What is being asked - Across the entries that follow, count the lines with the string "nodes" and reply with that count alone.

Data supplied -
================
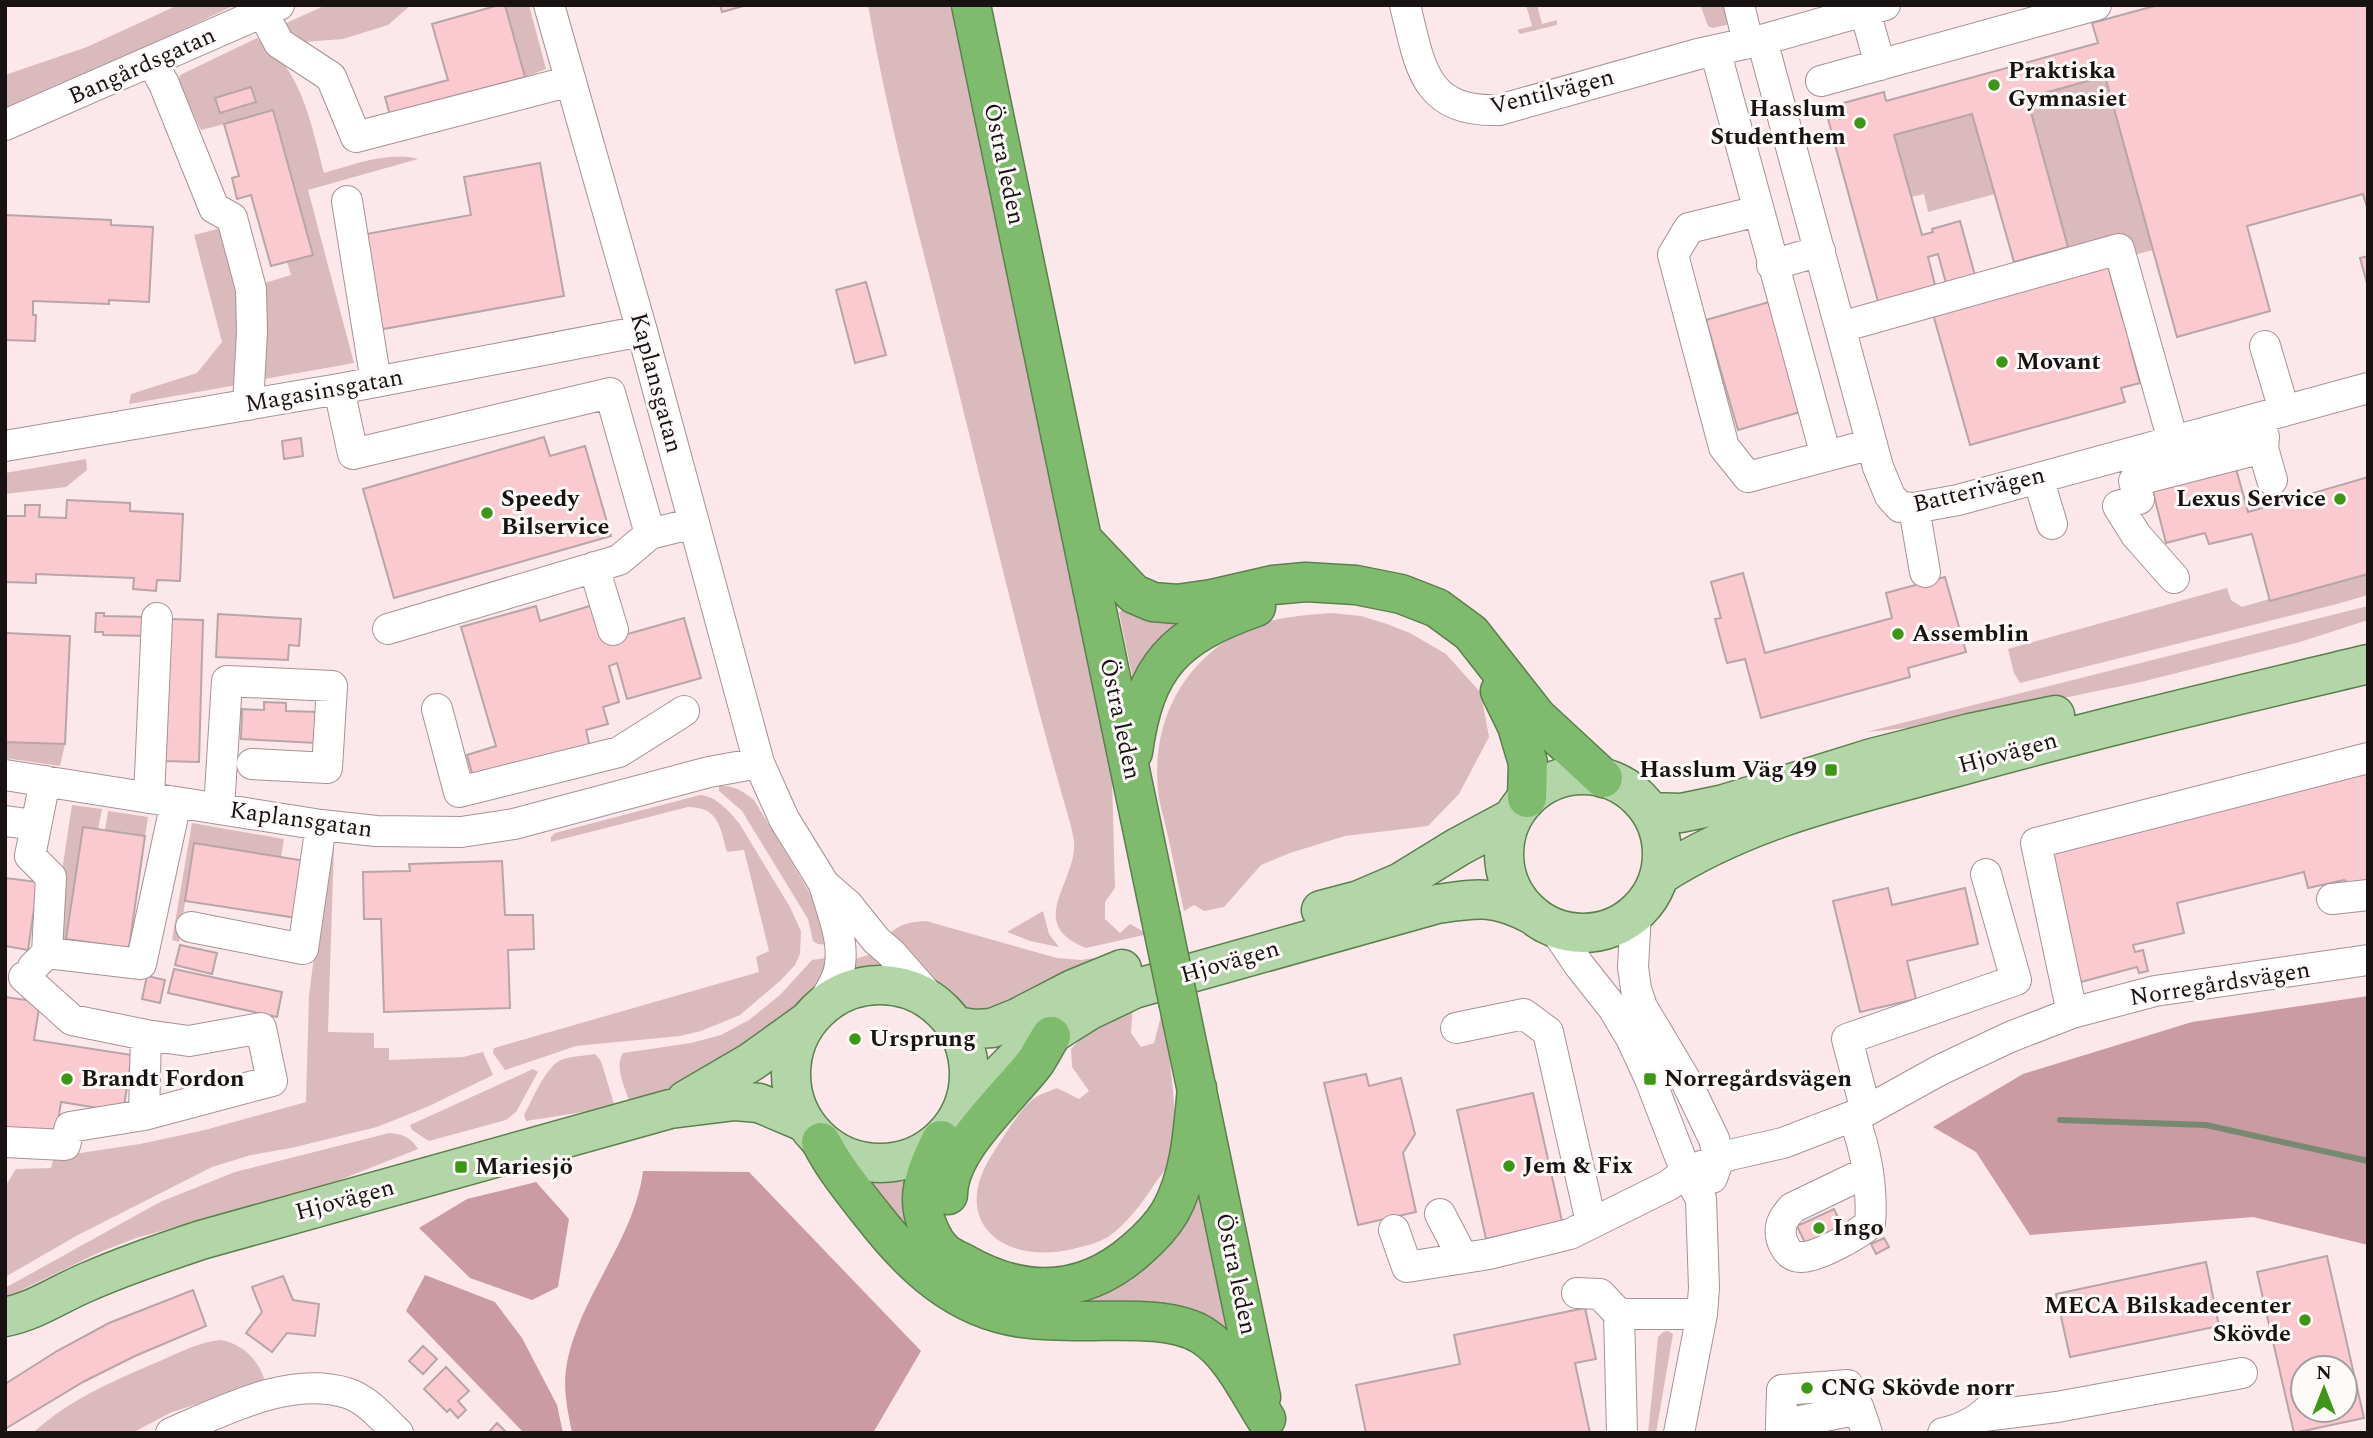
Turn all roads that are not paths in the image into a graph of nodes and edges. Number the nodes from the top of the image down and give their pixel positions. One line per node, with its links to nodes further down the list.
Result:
1 (549, 5): 12 (street, Kaplansgatan)
2 (971, 5): 38 (highway, Östra leden)
3 (1405, 5): 9 (street, Ventilvägen)
4 (1739, 5): 8 (street, Batterivägen)
5 (2096, 5): 11 (street)
6 (1875, 8): 8 (street, Ventilvägen); 11 (street)
7 (271, 9): 10 (street, Bangårdsgatan); 12 (street)
8 (1755, 41): 9 (street, Ventilvägen); 17 (street, Batterivägen)
9 (1715, 50): 16 (street)
10 (152, 62): 14 (street, Bangårdsgatan); 25 (street)
11 (1880, 65): 13 (street)
12 (571, 81): 20 (street, Kaplansgatan)
13 (1821, 81)
14 (5, 125)
15 (347, 201): 22 (street)
16 (1758, 211): 18 (street); 31 (street)
17 (1820, 251): 18 (street); 19 (street, Batterivägen)
18 (1780, 263): 31 (street)
19 (1840, 327): 27 (street); 28 (street, Batterivägen)
20 (642, 331): 22 (street, Magasinsgatan); 35 (street, Kaplansgatan)
21 (2265, 346): 26 (street)
22 (376, 382): 24 (street, Magasinsgatan)
23 (2368, 388): 26 (street, Batterivägen)
24 (339, 389): 25 (street, Magasinsgatan); 37 (street)
25 (248, 405): 29 (street, Magasinsgatan)
26 (2271, 414): 27 (street, Batterivägen); 30 (street)
27 (2173, 441): 32 (street, Batterivägen)
28 (1872, 444): 31 (street); 34 (street, Batterivägen)
29 (5, 446)
30 (2263, 448): 33 (street); 41 (street)
31 (1834, 454)
32 (2038, 478): 34 (street, Batterivägen); 36 (street)
33 (2272, 480)
34 (1898, 512): 40 (street)
35 (694, 523): 37 (street); 51 (street, Kaplansgatan)
36 (2052, 524)
37 (650, 534): 39 (street)
38 (1083, 540): 53 (highway, Östra leden); 55 (highway)
39 (594, 567): 43 (street); 44 (street)
40 (1925, 572)
41 (2174, 578)
42 (157, 618): 58 (street)
43 (387, 629)
44 (613, 630)
45 (2368, 636): 61 (main road, Hjovägen)
46 (2368, 664): 66 (main road, Hjovägen)
47 (437, 709): 49 (street)
48 (684, 711): 49 (street)
49 (619, 752): 57 (street)
50 (2368, 758): 76 (street)
51 (759, 763): 57 (street, Kaplansgatan); 67 (street, Kaplansgatan)
52 (252, 764): 60 (street)
53 (1130, 771): 59 (highway); 82 (highway, Östra leden, bridge)
54 (5, 775): 56 (street, Kaplansgatan)
55 (1603, 778): 59 (main road); 61 (main road)
56 (45, 781): 58 (street, Kaplansgatan); 63 (street)
57 (632, 794): 64 (street, Kaplansgatan)
58 (163, 800): 60 (street, Kaplansgatan); 73 (street)
59 (1520, 808): 71 (main road); 78 (main road, Hjovägen)
60 (219, 809): 64 (street, Kaplansgatan)
61 (1650, 812): 66 (main road)
62 (5, 821): 63 (street)
63 (35, 825): 73 (street)
64 (321, 825): 72 (street)
65 (1986, 874): 84 (street)
66 (1659, 876): 70 (main road)
67 (824, 884): 77 (street, Kaplansgatan); 78 (street, Kaplansgatan)
68 (2332, 899): 69 (street)
69 (2367, 903)
70 (1636, 912): 71 (main road); 89 (street)
71 (1543, 921): 81 (main road, Hjovägen); 91 (street)
72 (191, 927)
73 (47, 953): 75 (street)
74 (2368, 960): 76 (street, Norregårdsvägen)
75 (14, 975): 80 (street)
76 (2073, 1013): 84 (street, Norregårdsvägen)
77 (814, 1014): 78 (main road); 83 (main road, Hjovägen); 87 (main road)
78 (944, 1014): 86 (main road)
79 (1456, 1028): 94 (street)
80 (146, 1035): 85 (street); 85 (street)
81 (1051, 1036): 86 (main road, Hjovägen); 97 (highway)
82 (1197, 1088): 97 (highway); 105 (highway, Östra leden)
83 (670, 1109): 87 (main road, Hjovägen); 101 (main road, Hjovägen)
84 (1860, 1113): 89 (street, Norregårdsvägen); 90 (street)
85 (144, 1115): 88 (street)
86 (951, 1127): 87 (main road); 97 (highway)
87 (813, 1132): 105 (highway)
88 (5, 1142)
89 (1718, 1159): 91 (street, Norregårdsvägen); 92 (street)
90 (1867, 1171)
91 (1686, 1172): 92 (street); 94 (street, Norregårdsvägen)
92 (1701, 1199): 100 (street)
93 (1440, 1214): 96 (street)
94 (1591, 1223): 96 (street, Norregårdsvägen)
95 (1394, 1230): 96 (street, Norregårdsvägen)
96 (1463, 1258)
97 (987, 1277)
98 (1577, 1293): 99 (street)
99 (1619, 1314): 100 (street); 109 (street)
100 (1702, 1314): 110 (street)
101 (13, 1323)
102 (2242, 1373): 104 (street)
103 (1863, 1421): 106 (street)
104 (2036, 1421): 111 (street)
105 (1268, 1426)
106 (1781, 1429)
107 (171, 1433): 108 (street)
108 (398, 1433)
109 (1622, 1433)
110 (1679, 1433)
111 (1943, 1433)

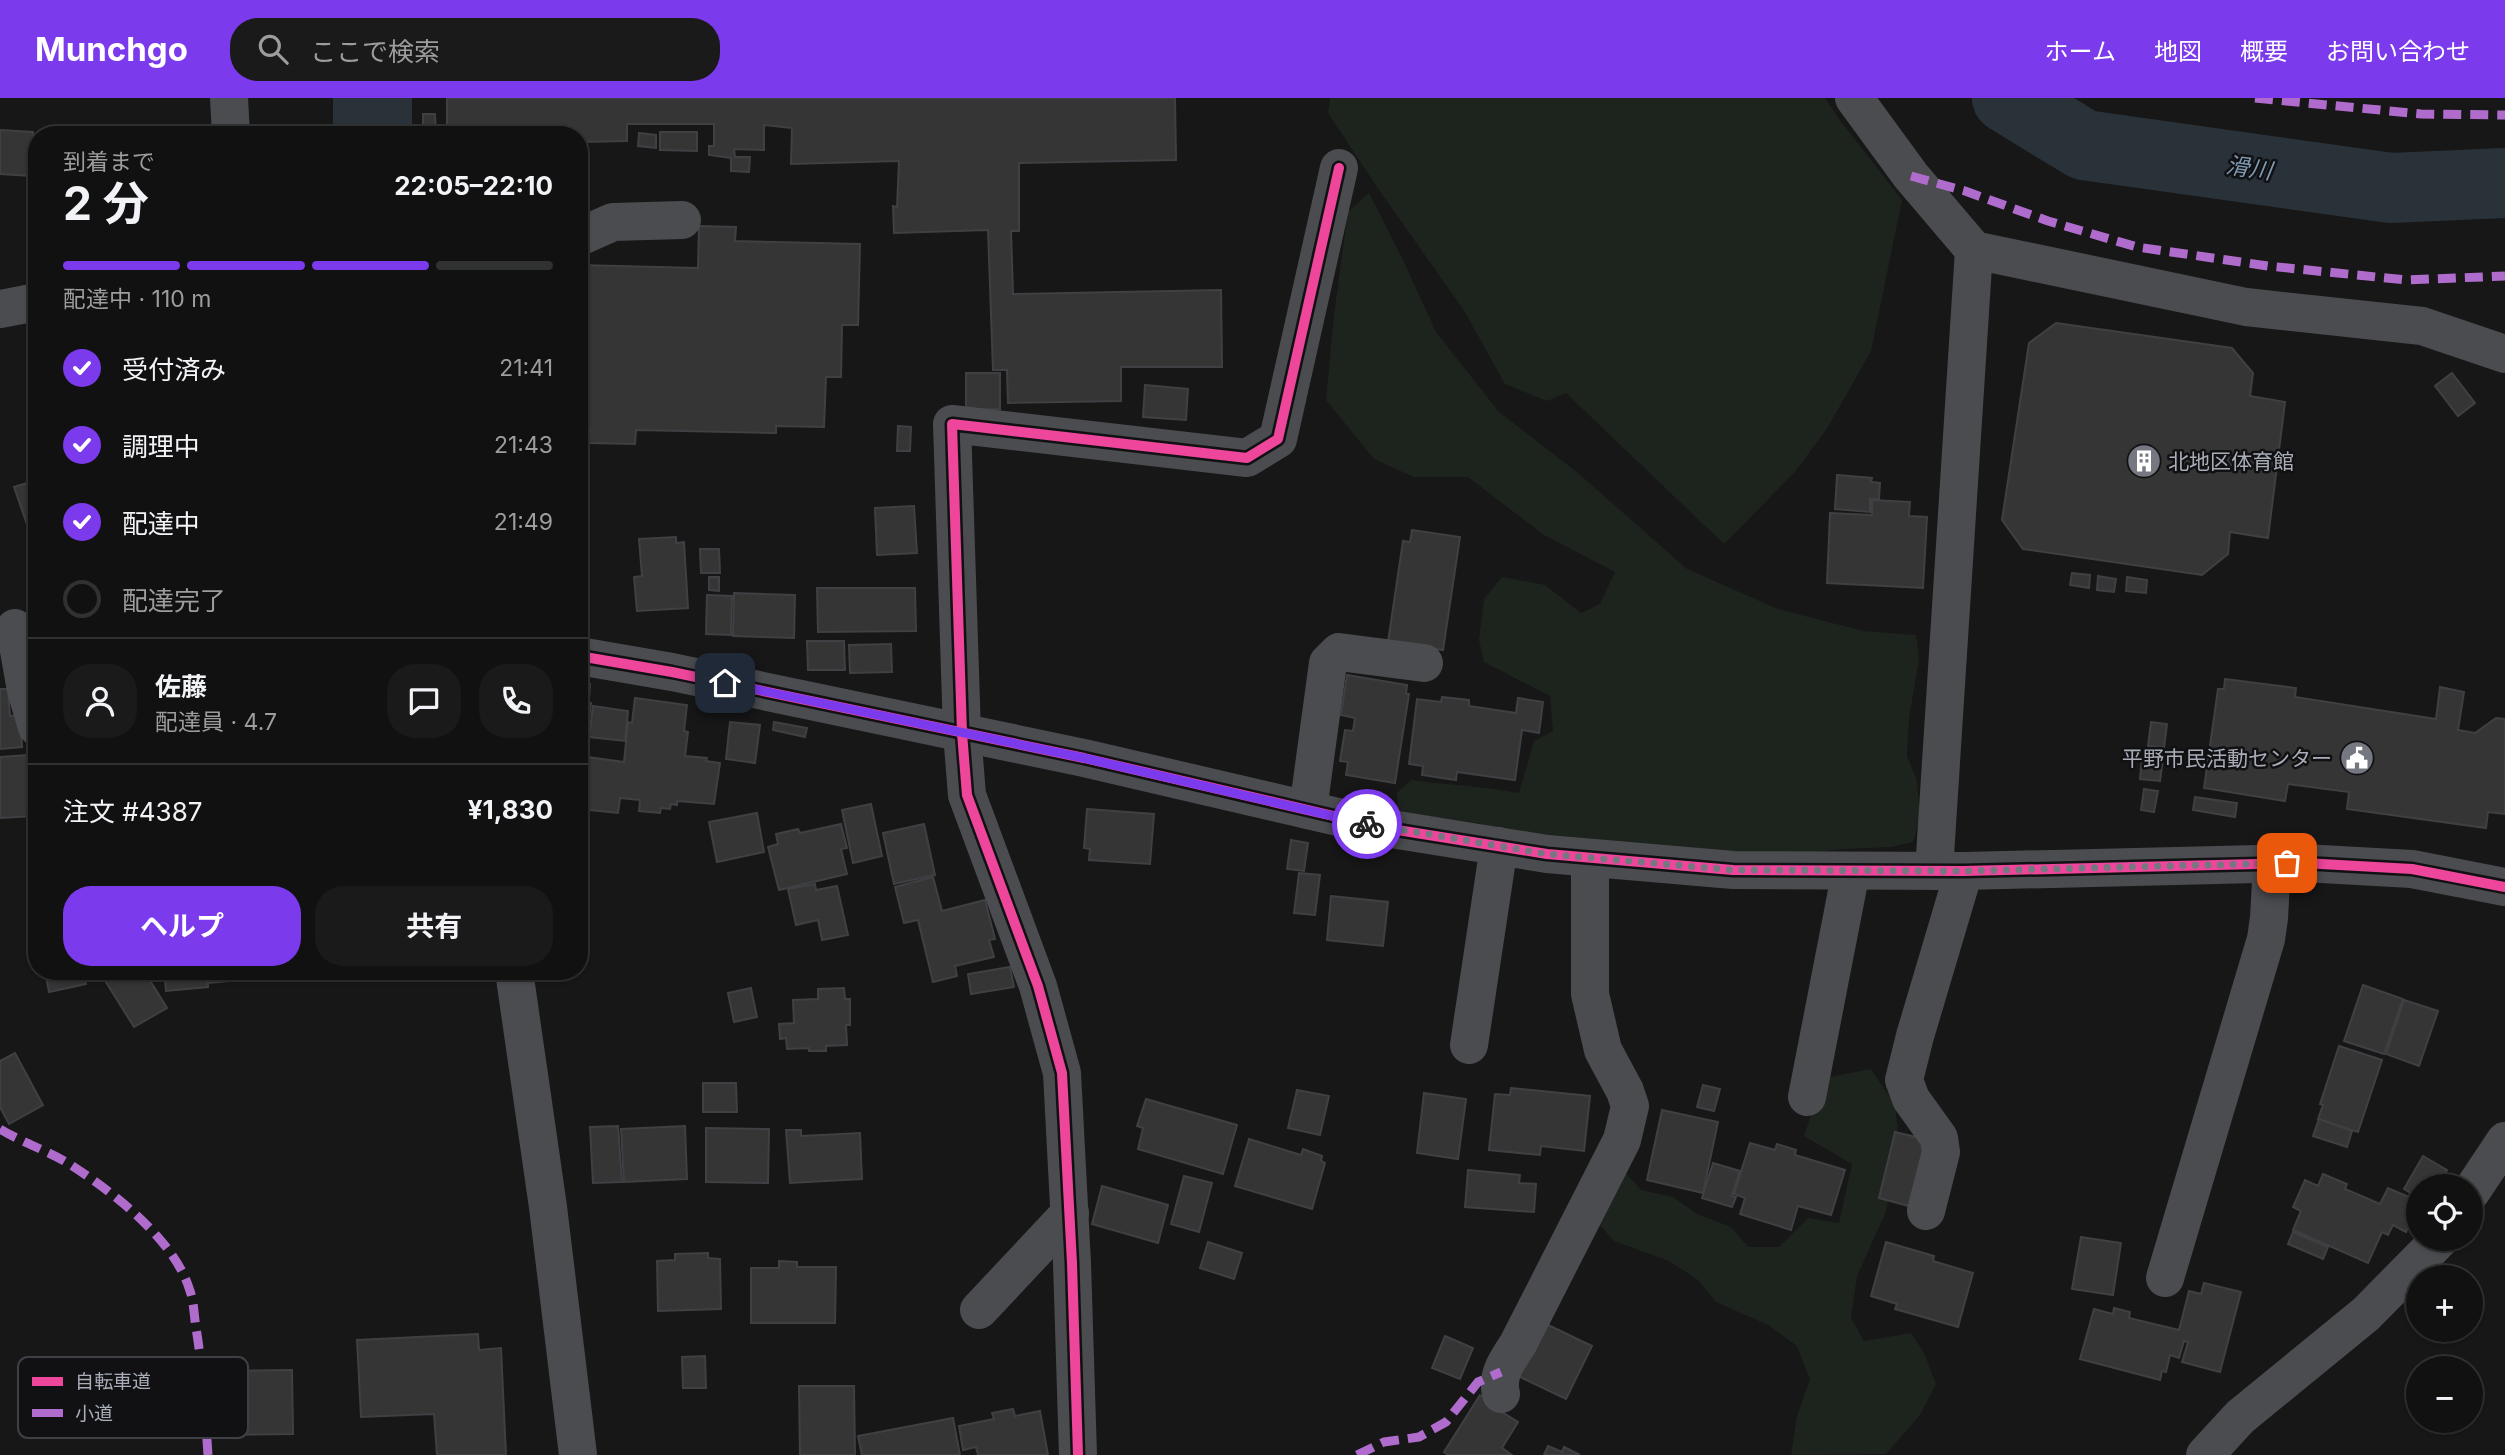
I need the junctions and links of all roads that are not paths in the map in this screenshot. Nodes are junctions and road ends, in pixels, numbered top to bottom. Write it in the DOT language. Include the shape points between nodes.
graph roads {
  1 [pos="229,98"];
  2 [pos="1853,98"];
  3 [pos="231,126"];
  4 [pos="1339,168"];
  5 [pos="682,220"];
  6 [pos="588,233"];
  7 [pos="1974,250"];
  8 [pos="28,304"];
  9 [pos="0,309"];
  10 [pos="2505,354"];
  11 [pos="17,629"];
  12 [pos="588,658"];
  13 [pos="1424,663"];
  14 [pos="28,697"];
  15 [pos="962,733"];
  16 [pos="1308,810"];
  17 [pos="1499,846"];
  18 [pos="1590,858"];
  19 [pos="2272,864"];
  20 [pos="1851,871"];
  21 [pos="1949,871"];
  22 [pos="2505,887"];
  23 [pos="515,980"];
  24 [pos="1469,1045"];
  25 [pos="1807,1097"];
  26 [pos="2505,1141"];
  27 [pos="2483,1174"];
  28 [pos="1926,1211"];
  29 [pos="1070,1213"];
  30 [pos="2428,1251"];
  31 [pos="2165,1278"];
  32 [pos="979,1310"];
  33 [pos="1501,1394"];
  34 [pos="578,1455"];
  35 [pos="1079,1455"];
  36 [pos="2205,1455"];
  1 -- 3 [label="street"];
  2 -- 7 [label="street" via="1910,176"];
  4 -- 15 [label="street" via="1279,439 1247,458 953,424"];
  5 -- 6 [label="street" via="613,222"];
  7 -- 10 [label="street" via="2246,307 2422,326"];
  7 -- 21 [label="street"];
  8 -- 9 [label="street"];
  11 -- 14 [label="street"];
  12 -- 15 [label="street"];
  13 -- 16 [label="street" via="1339,652 1328,663"];
  15 -- 16 [label="street"];
  15 -- 29 [label="street" via="967,795 1038,986 1062,1073"];
  16 -- 17 [label="street"];
  17 -- 18 [label="street"];
  17 -- 24 [label="street"];
  18 -- 20 [label="street" via="1733,870"];
  18 -- 33 [label="street" via="1590,994 1603,1050 1630,1106 1622,1140 1501,1372"];
  19 -- 21 [label="street"];
  19 -- 22 [label="street" via="2412,869"];
  19 -- 31 [label="street" via="2266,939"];
  20 -- 21 [label="street"];
  20 -- 25 [label="street"];
  21 -- 28 [label="street" via="1904,1080 1911,1099 1939,1138 1941,1152"];
  23 -- 34 [label="street"];
  26 -- 27 [label="street"];
  29 -- 32 [label="street"];
  29 -- 35 [label="street"];
  30 -- 36 [label="street" via="2366,1314 2240,1417"];
}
================
Exercise result - 2